• Stored dataset items
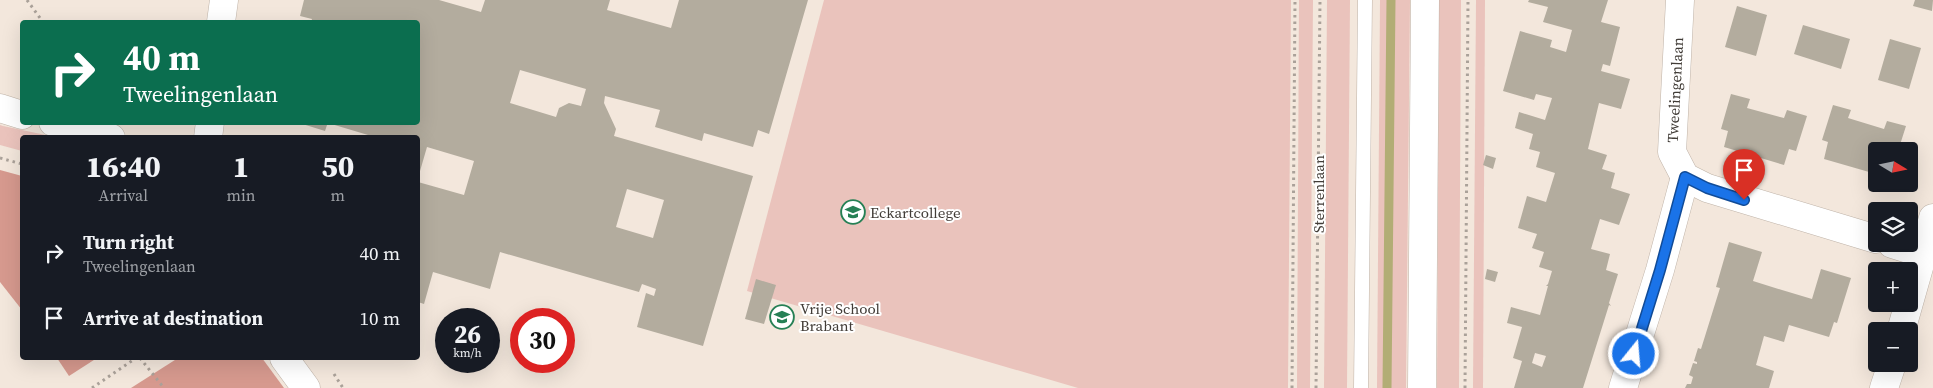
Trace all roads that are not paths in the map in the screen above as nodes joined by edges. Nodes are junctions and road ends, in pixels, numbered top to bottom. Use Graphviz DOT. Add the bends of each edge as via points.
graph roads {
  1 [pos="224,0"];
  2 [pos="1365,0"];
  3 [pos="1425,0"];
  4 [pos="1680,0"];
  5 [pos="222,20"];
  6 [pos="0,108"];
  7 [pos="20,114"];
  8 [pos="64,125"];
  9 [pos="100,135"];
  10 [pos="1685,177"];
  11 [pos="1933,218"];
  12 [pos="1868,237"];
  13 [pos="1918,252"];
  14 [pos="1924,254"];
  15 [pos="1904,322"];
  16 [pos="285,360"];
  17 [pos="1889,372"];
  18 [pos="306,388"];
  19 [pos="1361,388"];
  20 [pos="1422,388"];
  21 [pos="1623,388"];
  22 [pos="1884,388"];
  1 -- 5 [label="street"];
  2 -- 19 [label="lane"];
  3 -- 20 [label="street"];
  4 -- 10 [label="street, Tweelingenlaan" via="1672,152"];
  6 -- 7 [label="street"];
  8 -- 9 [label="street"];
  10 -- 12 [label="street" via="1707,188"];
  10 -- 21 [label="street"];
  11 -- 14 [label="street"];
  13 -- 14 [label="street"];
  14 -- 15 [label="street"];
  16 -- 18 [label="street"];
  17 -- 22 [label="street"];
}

• Assignment
Repeat all of the entries above word for word and omit the pictures.

• Response to the task
Trace all roads that are not paths in the map in the screen above as nodes joined by edges. Nodes are junctions and road ends, in pixels, numbered top to bottom. Use Graphviz DOT. Add the bends of each edge as via points.
graph roads {
  1 [pos="224,0"];
  2 [pos="1365,0"];
  3 [pos="1425,0"];
  4 [pos="1680,0"];
  5 [pos="222,20"];
  6 [pos="0,108"];
  7 [pos="20,114"];
  8 [pos="64,125"];
  9 [pos="100,135"];
  10 [pos="1685,177"];
  11 [pos="1933,218"];
  12 [pos="1868,237"];
  13 [pos="1918,252"];
  14 [pos="1924,254"];
  15 [pos="1904,322"];
  16 [pos="285,360"];
  17 [pos="1889,372"];
  18 [pos="306,388"];
  19 [pos="1361,388"];
  20 [pos="1422,388"];
  21 [pos="1623,388"];
  22 [pos="1884,388"];
  1 -- 5 [label="street"];
  2 -- 19 [label="lane"];
  3 -- 20 [label="street"];
  4 -- 10 [label="street, Tweelingenlaan" via="1672,152"];
  6 -- 7 [label="street"];
  8 -- 9 [label="street"];
  10 -- 12 [label="street" via="1707,188"];
  10 -- 21 [label="street"];
  11 -- 14 [label="street"];
  13 -- 14 [label="street"];
  14 -- 15 [label="street"];
  16 -- 18 [label="street"];
  17 -- 22 [label="street"];
}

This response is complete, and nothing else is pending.